Providers should also inquire about the logistics of shipping and flying in parts and other forms of transport. They should also ask about a service provider’s network of field engineers. If nearby and able to access the part needed, these personnel can speed up replacement jobs.

Additionally, service agreements for replacements can be intricate and should be evaluated thoroughly to determine if the provider is getting the best quality and benefits for their buck. In UIH’s agreements, tube replacements are unlimited for CT.

“We try to take the pressure off capital budgets by having this operational expense built into what we provide on the service side so that our customers can just focus on their patients,” said Bundy.

Stopping a problem before it starts
In the past, hospitals would alert their service provider about a CT scanner breaking down, and the company would often dispatch an engineer once to diagnose the problem and again to fix it. Engineers would often come back a third time or more to ensure the issue was resolved.

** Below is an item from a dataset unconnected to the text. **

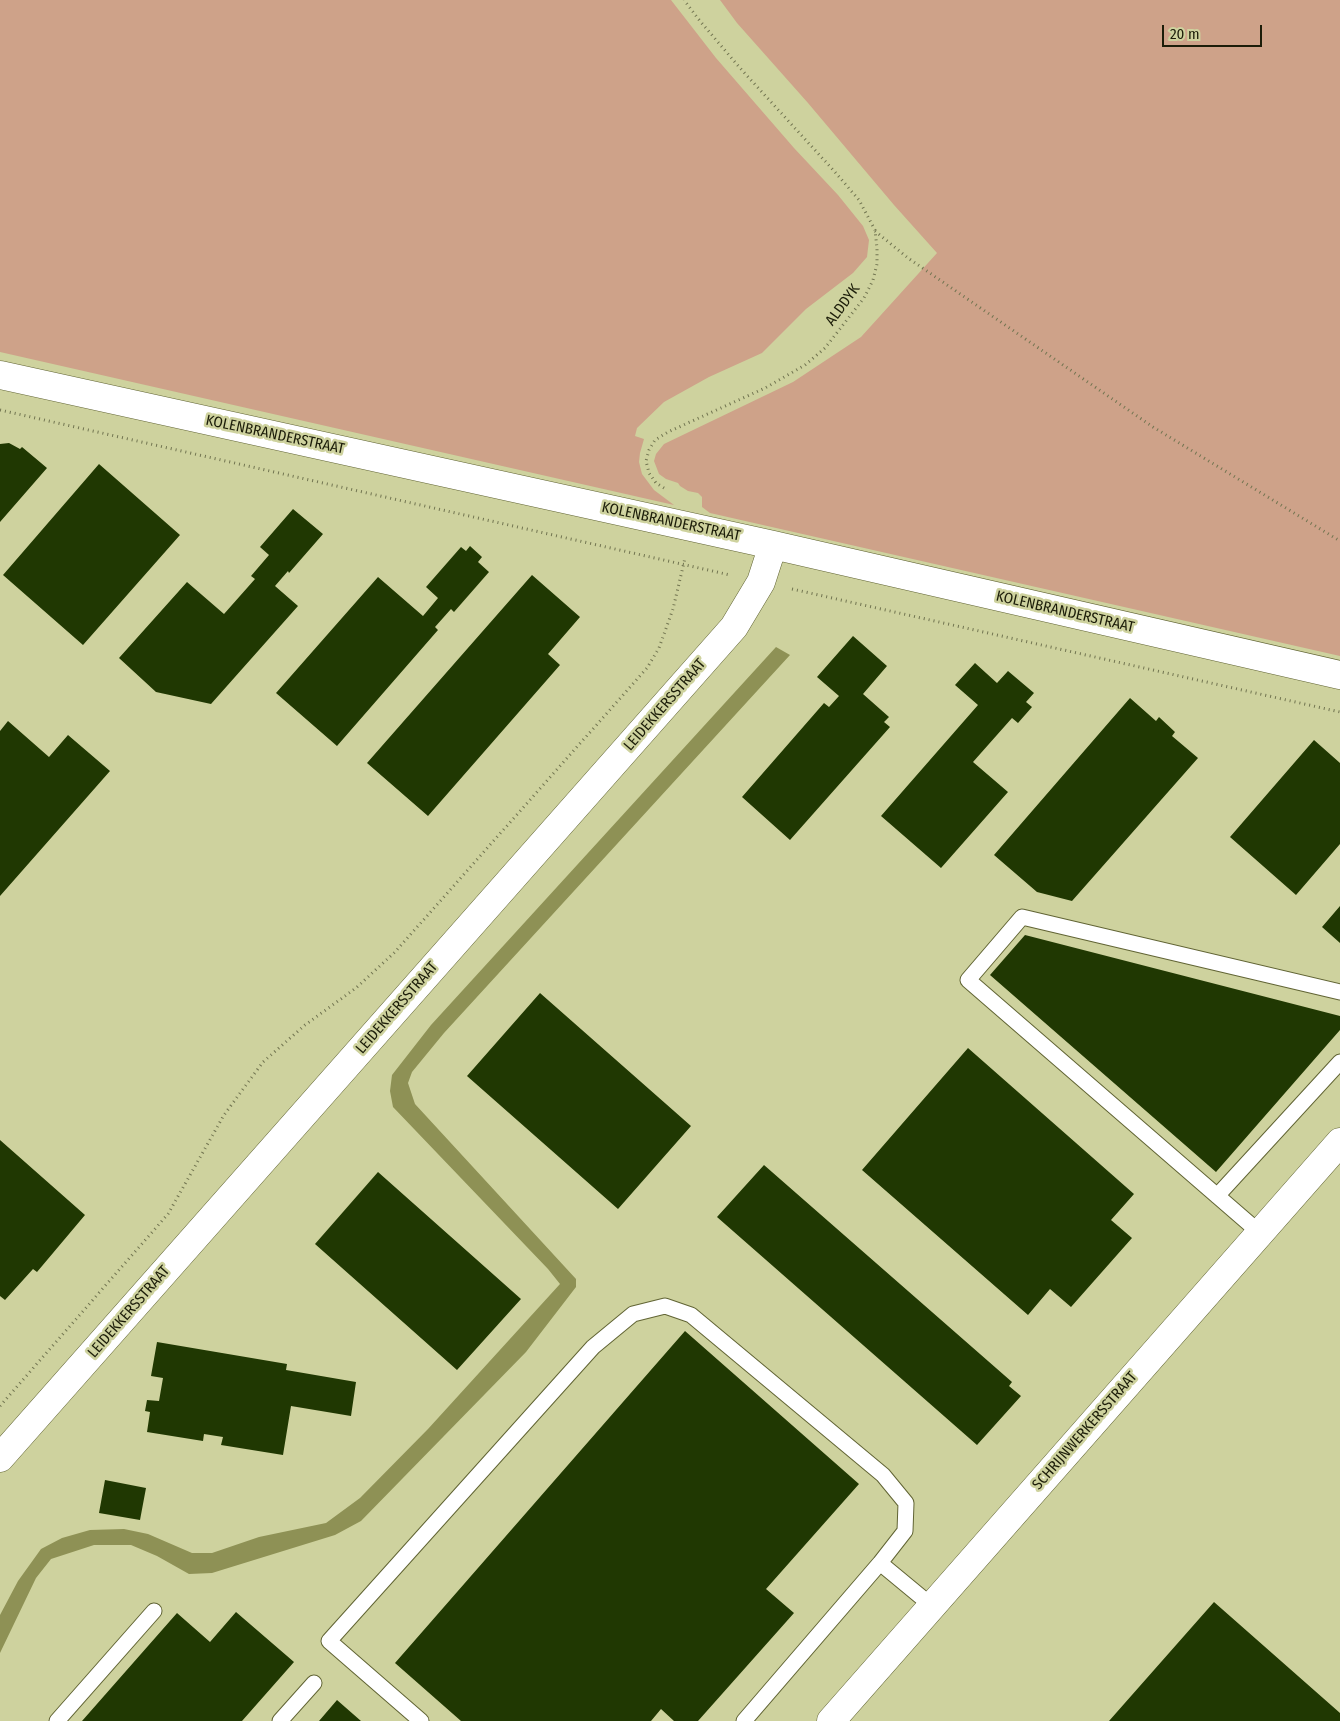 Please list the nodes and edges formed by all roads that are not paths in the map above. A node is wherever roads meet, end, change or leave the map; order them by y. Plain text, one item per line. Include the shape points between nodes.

The introduction of remote monitoring has transformed this break-and-fix dynamic into a proactive and predictive one, in which service providers detect signs of trouble and schedule a visit to fix the problem before it occurs. They can also deploy the right engineer with the right specializations, training, and tools to address the issue the first and only time around.

Photo courtesy of Philips

GE HealthCare, for instance, offers Tube Watch, a program that utilizes predictive algorithms to determine the risk of tube failure in advance. The AI technology creates a virtual digital twin representation of the scanner that simulates real-world situations to identify potential failures for proactive parts delivery and service scheduling.

“It's a constant evolution of making sure that we continue to drive a better experience for our customers,” said GE HealthCare’s Chohan.

The timing of services, whether they be reactive, proactive, or predictive, is also essential to consider, as scheduled visits during working hours, no matter how much time it saves the provider in the event of a system failure or decommissioned scanner, still create unplanned downtime.

In its CentriCare package, Siemens Healthineers asks providers when they are working so that they can schedule their maintenance services at times that won’t disrupt patient throughput.

“When the system is not available is when we do planned maintenance efforts,” said Lothert. “In addition, updates and upgrades are part of our non-obsolescence approach. All those things that we do without the system really being broken could take away hours from the operational day to day.”

Certain services, such as those involving software issues, no longer require on-site visits and can be fixed remotely via system configurations, upgrades, log file reboots, and patches. Service providers can even instruct in-house biomed and IT teams remotely on how to address these and other issues. “As you can imagine, we're saving so many hours of engineers flying over the world or traveling,” said Philips’ Leertouwer.

Like with parts replacement, healthcare providers should inquire about the intricate details of these services, and how a service provider’s offerings can meet their specific needs within their budgets. UIH, for example, offers software upgrades for life.

Ultimately, an effective preventive maintenance plan comes down to how well providers know their CT systems, including what procedures they are primarily used for and how often. While all should conduct preventive maintenance checks at least once a year, those that rely on their scanners frequently and for complex procedures should invest in a service agreement that includes two or more maintenance checks, along with resources like remote monitoring for those that play a highly critical role in their operations.

It is this criticality that is the deciding factor in the specific servicing needs a healthcare system requires, and which service provider is best matched to meet those needs, according to Jeff Bundy.

“The key to everything about service is really to understand at the end of it that there's a patient, and that's the mentality we have; and all the things that we put in place are to make sure that the patients can get scanned as soon as possible and then their lives are not disrupted,” he said.